Manini or convict tangs amongst finger coral in shallow water. Hawaii, Papahanaumokuakea Marine National Monument. 2006 Summer.    Photographer: Claire Fackler, CINMS, NOAA.

Manini or convict tangs amongst finger coral in shallow water. Hawaii, Papahanaumokuakea Marine National Monument. 2006 Summer.
Photographer: Claire Fackler, CINMS, NOAA.

It is four days into the 2015 legislative session in Hawaii, and there are a total of six aquarium fishery-related bills that have either been introduced or are pending introduction in either the House of Representatives or the Senate. The most recent bill is House Bill 883, which prohibits selling or offering for sale any fish or aquatic life taken under an aquarium fish permit subjected to “substantial injury” or “cruel treatment.” The bill is pending introduction and will be introduced by Representatives Chris Lee, Richard Creagan, Nicole Lowen, Sylvia Luke, John Mizuno, Joseph Souki, Roy Takumi, Romy Cachola, and Karl Rhoads. If HB 883 passes it would go into effect upon its approval.

HB 883 states that:

[R]eef species captured and sold as pet animals are subject to cruel and unethical treatment, including mutilation, puncturing, and confinement, which are common practices by individuals capturing and selling these species.

Because, as the Bill states, “existing laws do not provide adequate protection from cruel treatment,” new laws are necessary. In addition to prohibiting cruel and unethical treatment, HB 883 also aims to “increase survivability” of aquarium animals harvest in Hawaii’s aquarium fishery.

At the heart of the Bill is the definition of what “Cruel Treatment” means. “Cruel treatment,” HB 883 reads, “means behavior that may result in substantial injury to the aquarium fish or aquatic life, including but not limited to:”

  1. Surfacing at a rate resulting in physical damage to the body tissue;
  2. Piercing or deflating the swim bladder;
  3. Cutting the fin or spine;
  4. Withholding food for more than twenty-four hours; or
  5. Holding fish or aquatic life in less than one gallon of water, per each specimen, within any container.

If all of these practices were categorically made illegal as a result of this Bill, some aquarium trade experts contend it would have a significant effect on the State’s aquarium fishery and trade. They point out that some of these practices are widely accepted and that the science shows they may actually be in the best interest of the animal’s health and wellbeing. For example, the practice of not feeding fish prior to shipping is so that ammonia doesn’t build up in the shipping water.
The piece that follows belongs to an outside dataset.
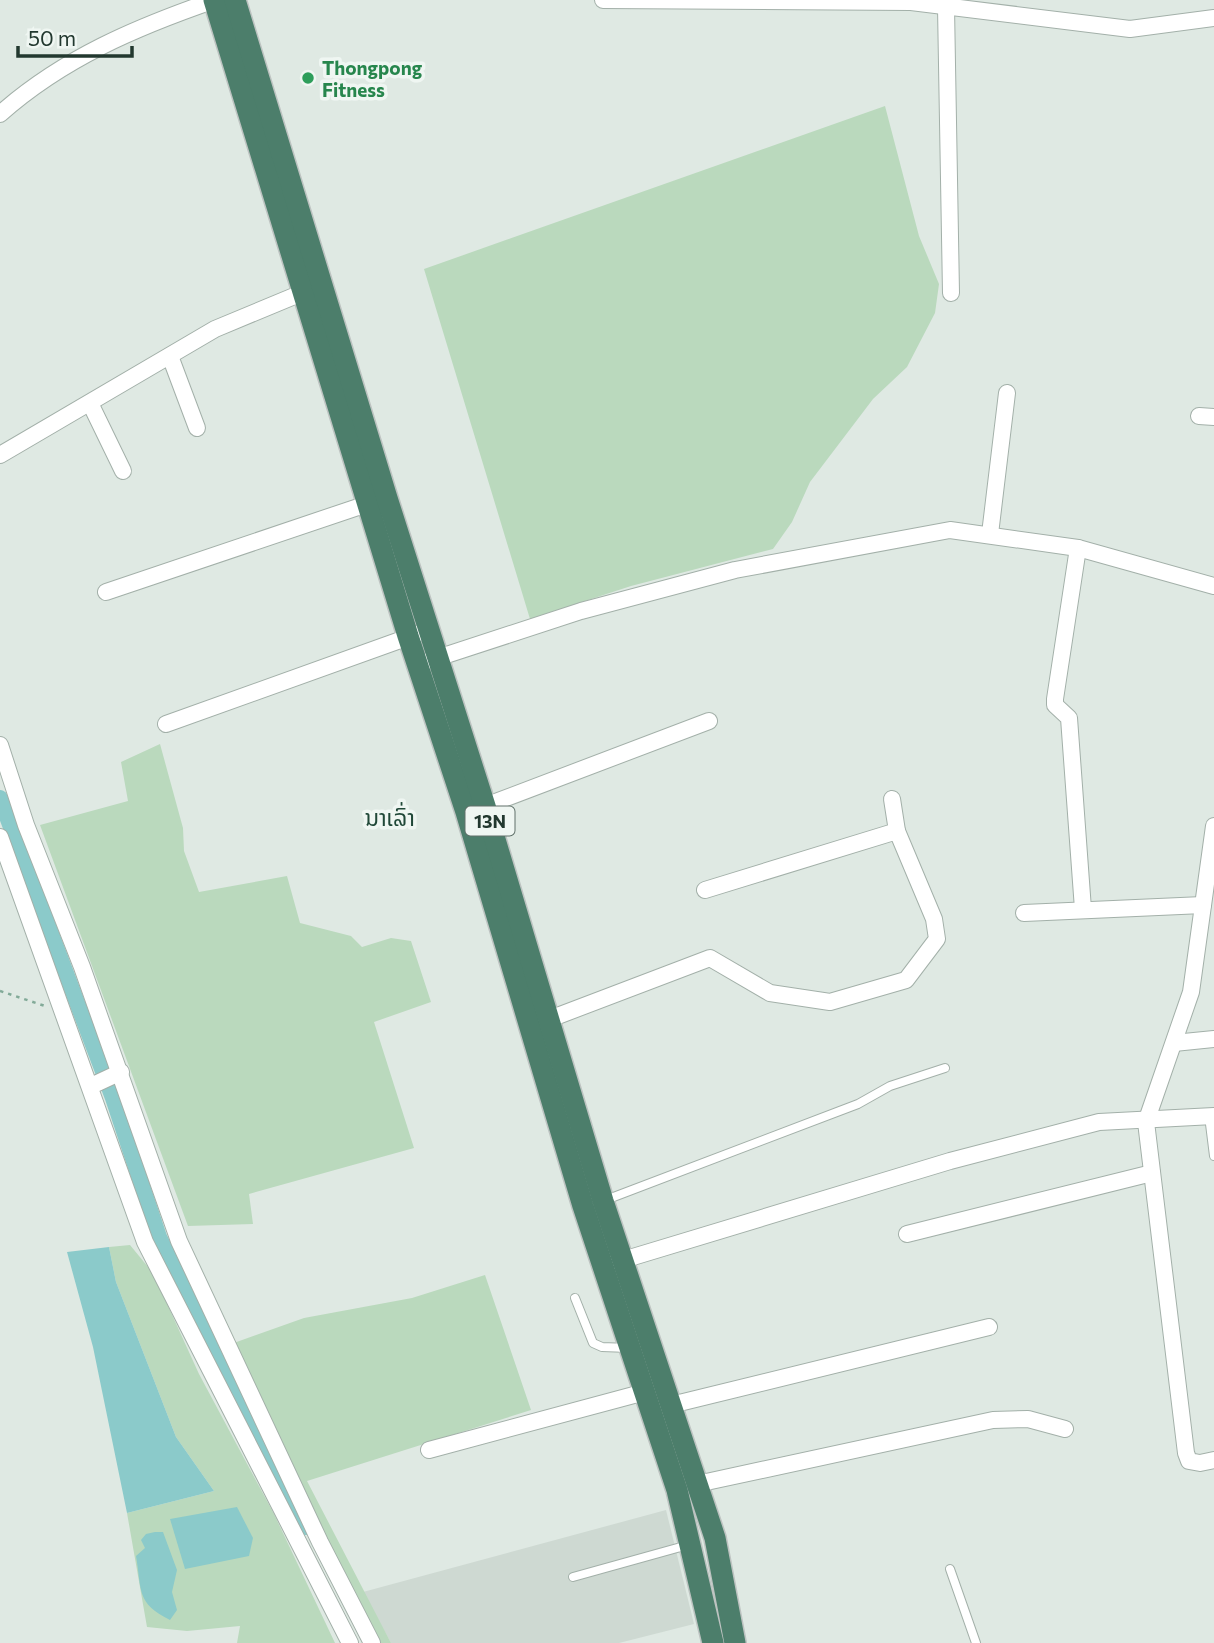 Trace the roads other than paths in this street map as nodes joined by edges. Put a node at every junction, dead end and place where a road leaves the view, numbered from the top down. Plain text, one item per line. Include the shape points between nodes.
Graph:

Many organizations, including the Food and Agriculture Organization (FAO) of the United Nations, recommend withholding food long enough to void the stomach and intestine as a best practice. Senate Bill 670 also includes provision regarding feeding of aquarium fishes prior to shipping.
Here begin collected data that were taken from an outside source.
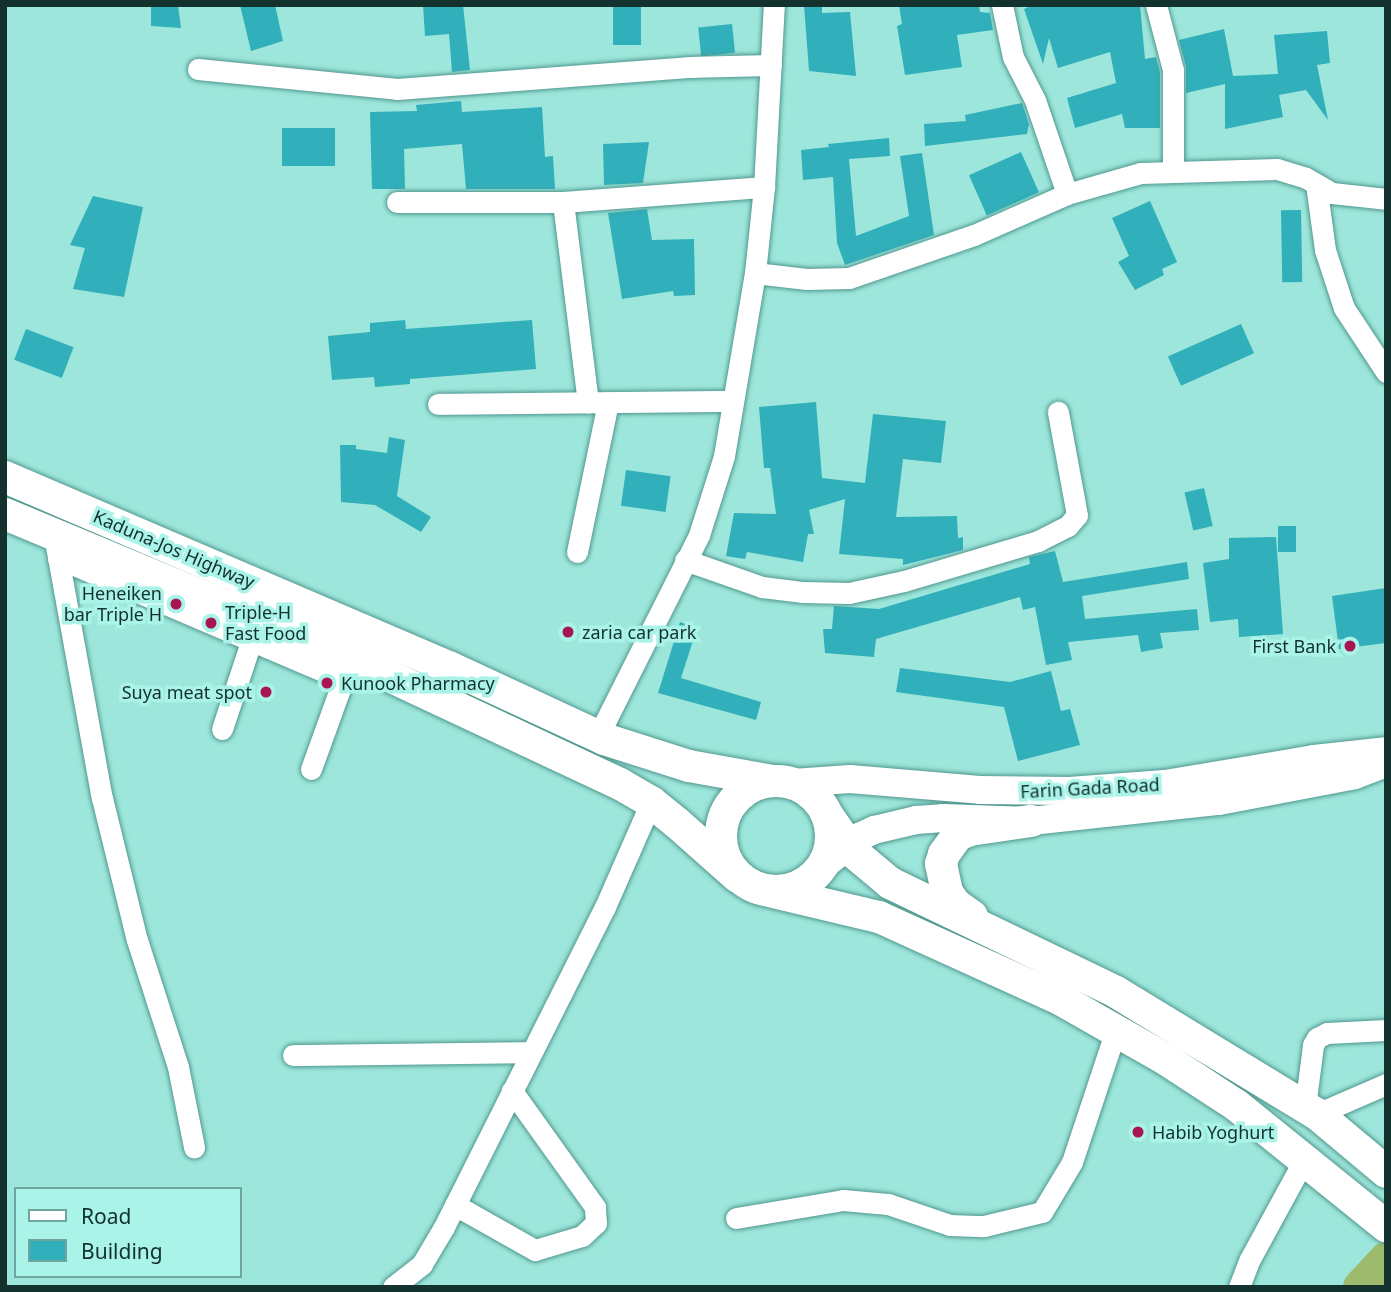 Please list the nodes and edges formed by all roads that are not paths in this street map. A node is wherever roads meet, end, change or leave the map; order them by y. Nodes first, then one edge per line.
1 (774, 5) edge
2 (1002, 5) edge
3 (1156, 5) edge
4 (771, 65) junction
5 (198, 69) dead end
6 (1173, 171) junction
7 (1316, 184) junction
8 (764, 187) junction
9 (1067, 194) junction
10 (1386, 199) edge
11 (397, 202) dead end
12 (563, 202) junction
13 (755, 273) junction
14 (1386, 372) edge
15 (732, 401) junction
16 (598, 402) junction
17 (438, 404) dead end
18 (1058, 412) dead end
19 (5, 477) edge
20 (5, 514) edge
21 (56, 547) junction
22 (577, 552) dead end
23 (685, 560) junction
24 (251, 642) junction
25 (347, 669) junction
26 (222, 729) dead end
27 (598, 736) junction
28 (1386, 751) edge
29 (1386, 763) edge
30 (311, 769) dead end
31 (783, 782) junction
32 (651, 802) junction
33 (1031, 821) junction
34 (835, 855) junction
35 (738, 877) junction
36 (773, 892) junction
37 (993, 930) junction
38 (1115, 1030) junction
39 (1386, 1030) edge
40 (531, 1052) junction
41 (293, 1055) dead end
42 (1386, 1084) edge
43 (512, 1091) junction
44 (1311, 1111) junction
45 (194, 1147) dead end
46 (1305, 1158) junction
47 (1381, 1162) edge
48 (455, 1205) junction
49 (1378, 1218) edge
50 (736, 1219) dead end
51 (393, 1287) edge
52 (1239, 1287) edge

1 - 4 street
2 - 9 street
3 - 6 street
4 - 5 street
4 - 8 street
6 - 7 street
6 - 9 street
7 - 10 street
7 - 14 street
8 - 12 street
8 - 13 street
9 - 13 street
11 - 12 street
12 - 16 street
13 - 15 street
15 - 16 street
15 - 23 street
16 - 17 street
16 - 22 street
18 - 23 street
19 - 27 highway, Kaduna-Jos Highway
20 - 21 highway, Kaduna-Jos Highway
21 - 24 street
21 - 25 highway, Kaduna-Jos Highway
21 - 45 street
23 - 27 street
24 - 25 street
24 - 26 street
25 - 30 street
25 - 32 highway, Kaduna-Jos Highway
27 - 31 highway, Kaduna-Jos Highway
28 - 31 main road, Farin Gada Road
29 - 33 main road, Farin Gada Road
31 - 34 highway
31 - 35 highway
32 - 35 highway, Kaduna-Jos Highway
32 - 40 street
33 - 34 main road, Farin Gada Road
33 - 37 highway
34 - 36 highway
34 - 37 highway
35 - 36 highway
36 - 38 highway
37 - 44 highway
38 - 46 highway
38 - 50 street
39 - 44 street
40 - 41 street
40 - 43 street
42 - 44 street
43 - 48 street
43 - 48 street
44 - 47 highway
46 - 49 highway
46 - 52 street
48 - 51 street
HB 883 is the sixth aquarium fishery-related bill either already introduced or pending introduction in the Hawaii Legislature this year (the others are SB 322HB511HB 606SB 670 and HB 873). The bill introduction cutoff date is Thursday, and more aquarium fishery-related bills may be introduced in the interim. After being introduced, bills will be referred to committee. At that time, public testimony may be appropriate. Stay tuned to The Good Catch Blog and The Good Catch Blog Facebook page, as well as to CORAL Magazine for the latest on these bills affecting the Hawaii aquarium trade.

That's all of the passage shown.